(Given entries Opens)
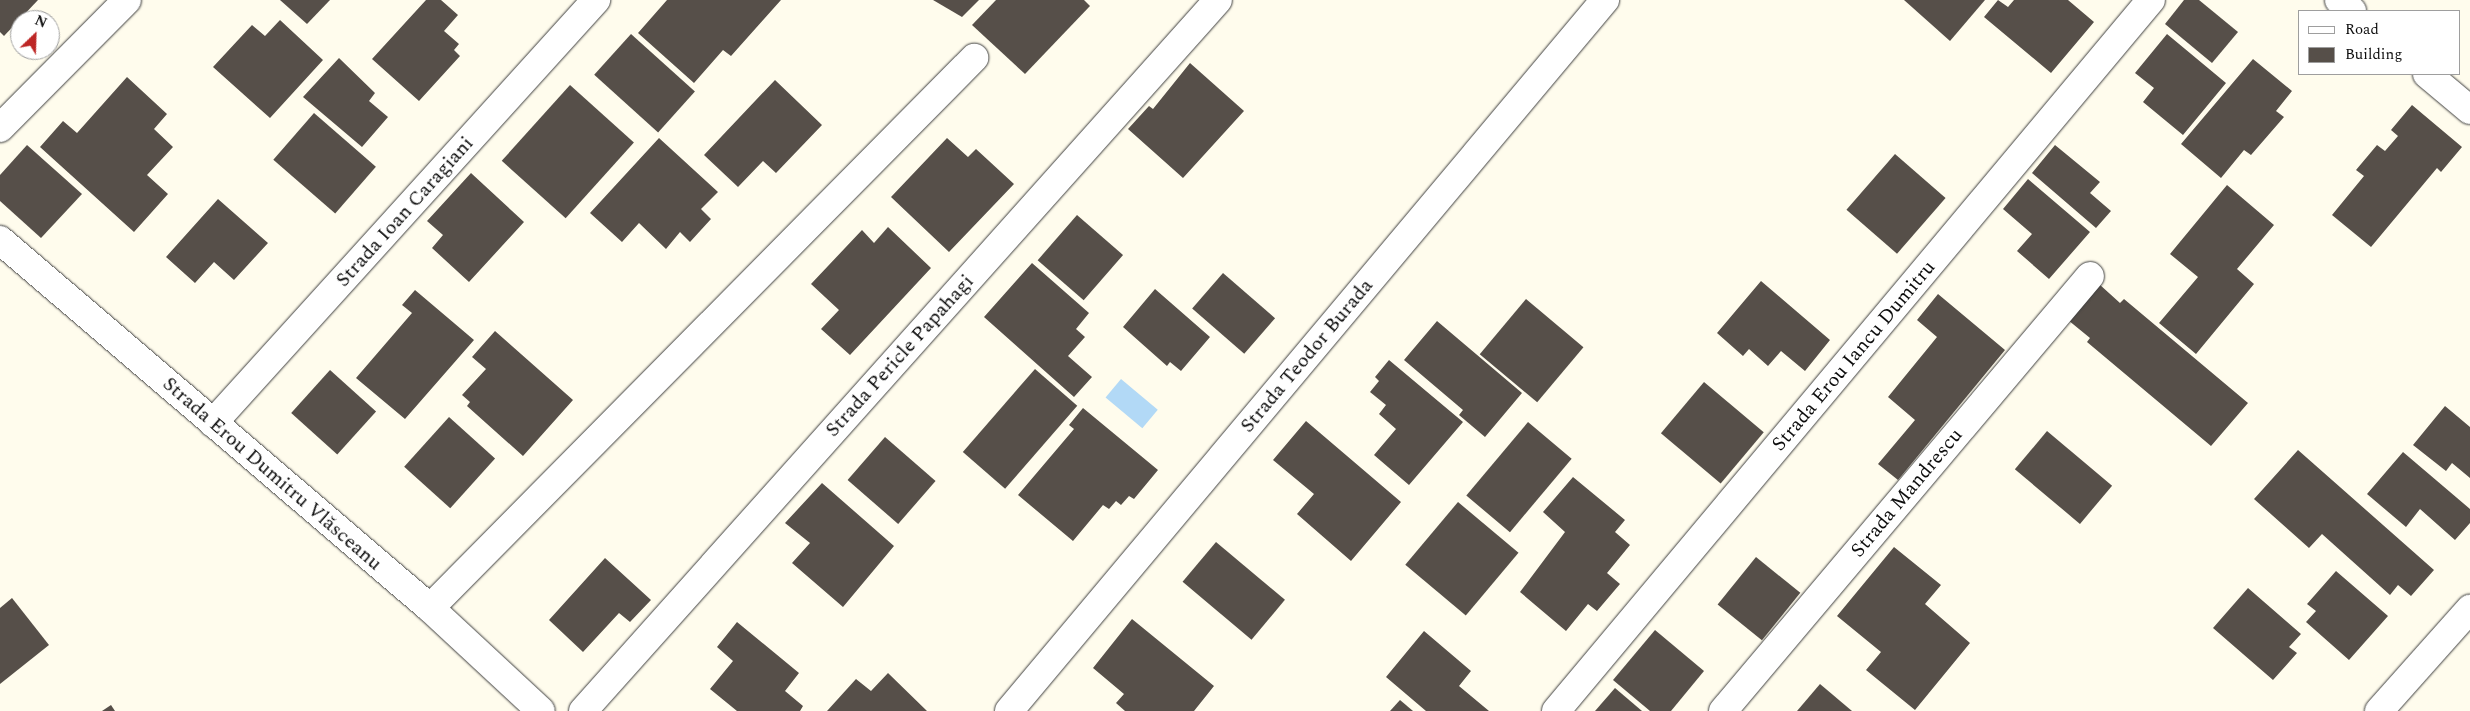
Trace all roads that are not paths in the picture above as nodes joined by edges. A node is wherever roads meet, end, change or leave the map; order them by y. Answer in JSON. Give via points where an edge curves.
{"nodes":[{"id":1,"x":127,"y":0,"type":"edge"},
{"id":2,"x":596,"y":0,"type":"edge"},
{"id":3,"x":1218,"y":0,"type":"edge"},
{"id":4,"x":1605,"y":0,"type":"edge"},
{"id":5,"x":2151,"y":0,"type":"edge"},
{"id":6,"x":2339,"y":0,"type":"edge"},
{"id":7,"x":2351,"y":10,"type":"edge"},
{"id":8,"x":974,"y":58,"type":"dead end"},
{"id":9,"x":2428,"y":75,"type":"edge"},
{"id":10,"x":2470,"y":110,"type":"edge"},
{"id":11,"x":0,"y":128,"type":"edge"},
{"id":12,"x":0,"y":240,"type":"edge"},
{"id":13,"x":2090,"y":276,"type":"dead end"},
{"id":14,"x":213,"y":423,"type":"junction"},
{"id":15,"x":430,"y":608,"type":"junction"},
{"id":16,"x":2470,"y":609,"type":"edge"},
{"id":17,"x":541,"y":711,"type":"edge"},
{"id":18,"x":583,"y":711,"type":"edge"},
{"id":19,"x":1009,"y":711,"type":"edge"},
{"id":20,"x":1556,"y":711,"type":"edge"},
{"id":21,"x":1723,"y":711,"type":"edge"},
{"id":22,"x":2379,"y":711,"type":"edge"}],
"edges":[{"from":1,"to":11,"type":"street"},
{"from":2,"to":14,"type":"street","name":"Strada Ioan Caragiani"},
{"from":3,"to":18,"type":"street","name":"Strada Pericle Papahagi"},
{"from":4,"to":19,"type":"street","name":"Strada Teodor Burada"},
{"from":5,"to":20,"type":"street","name":"Strada Erou Iancu Dumitru"},
{"from":6,"to":7,"type":"street"},
{"from":8,"to":15,"type":"street"},
{"from":9,"to":10,"type":"street"},
{"from":12,"to":14,"type":"street","name":"Strada Erou Dumitru Vlăsceanu"},
{"from":13,"to":21,"type":"street","name":"Strada Mandrescu"},
{"from":14,"to":15,"type":"street","name":"Strada Erou Dumitru Vlăsceanu"},
{"from":15,"to":17,"type":"street","name":"Strada Erou Dumitru Vlăsceanu"},
{"from":16,"to":22,"type":"street"}]}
(Given entries Closes)
__Work order__. Your reply should be the entries copied exactly, with all images omitted.

__Exercise response__.
Trace all roads that are not paths in the picture above as nodes joined by edges. A node is wherever roads meet, end, change or leave the map; order them by y. Answer in JSON. Give via points where an edge curves.
{"nodes":[{"id":1,"x":127,"y":0,"type":"edge"},
{"id":2,"x":596,"y":0,"type":"edge"},
{"id":3,"x":1218,"y":0,"type":"edge"},
{"id":4,"x":1605,"y":0,"type":"edge"},
{"id":5,"x":2151,"y":0,"type":"edge"},
{"id":6,"x":2339,"y":0,"type":"edge"},
{"id":7,"x":2351,"y":10,"type":"edge"},
{"id":8,"x":974,"y":58,"type":"dead end"},
{"id":9,"x":2428,"y":75,"type":"edge"},
{"id":10,"x":2470,"y":110,"type":"edge"},
{"id":11,"x":0,"y":128,"type":"edge"},
{"id":12,"x":0,"y":240,"type":"edge"},
{"id":13,"x":2090,"y":276,"type":"dead end"},
{"id":14,"x":213,"y":423,"type":"junction"},
{"id":15,"x":430,"y":608,"type":"junction"},
{"id":16,"x":2470,"y":609,"type":"edge"},
{"id":17,"x":541,"y":711,"type":"edge"},
{"id":18,"x":583,"y":711,"type":"edge"},
{"id":19,"x":1009,"y":711,"type":"edge"},
{"id":20,"x":1556,"y":711,"type":"edge"},
{"id":21,"x":1723,"y":711,"type":"edge"},
{"id":22,"x":2379,"y":711,"type":"edge"}],
"edges":[{"from":1,"to":11,"type":"street"},
{"from":2,"to":14,"type":"street","name":"Strada Ioan Caragiani"},
{"from":3,"to":18,"type":"street","name":"Strada Pericle Papahagi"},
{"from":4,"to":19,"type":"street","name":"Strada Teodor Burada"},
{"from":5,"to":20,"type":"street","name":"Strada Erou Iancu Dumitru"},
{"from":6,"to":7,"type":"street"},
{"from":8,"to":15,"type":"street"},
{"from":9,"to":10,"type":"street"},
{"from":12,"to":14,"type":"street","name":"Strada Erou Dumitru Vlăsceanu"},
{"from":13,"to":21,"type":"street","name":"Strada Mandrescu"},
{"from":14,"to":15,"type":"street","name":"Strada Erou Dumitru Vlăsceanu"},
{"from":15,"to":17,"type":"street","name":"Strada Erou Dumitru Vlăsceanu"},
{"from":16,"to":22,"type":"street"}]}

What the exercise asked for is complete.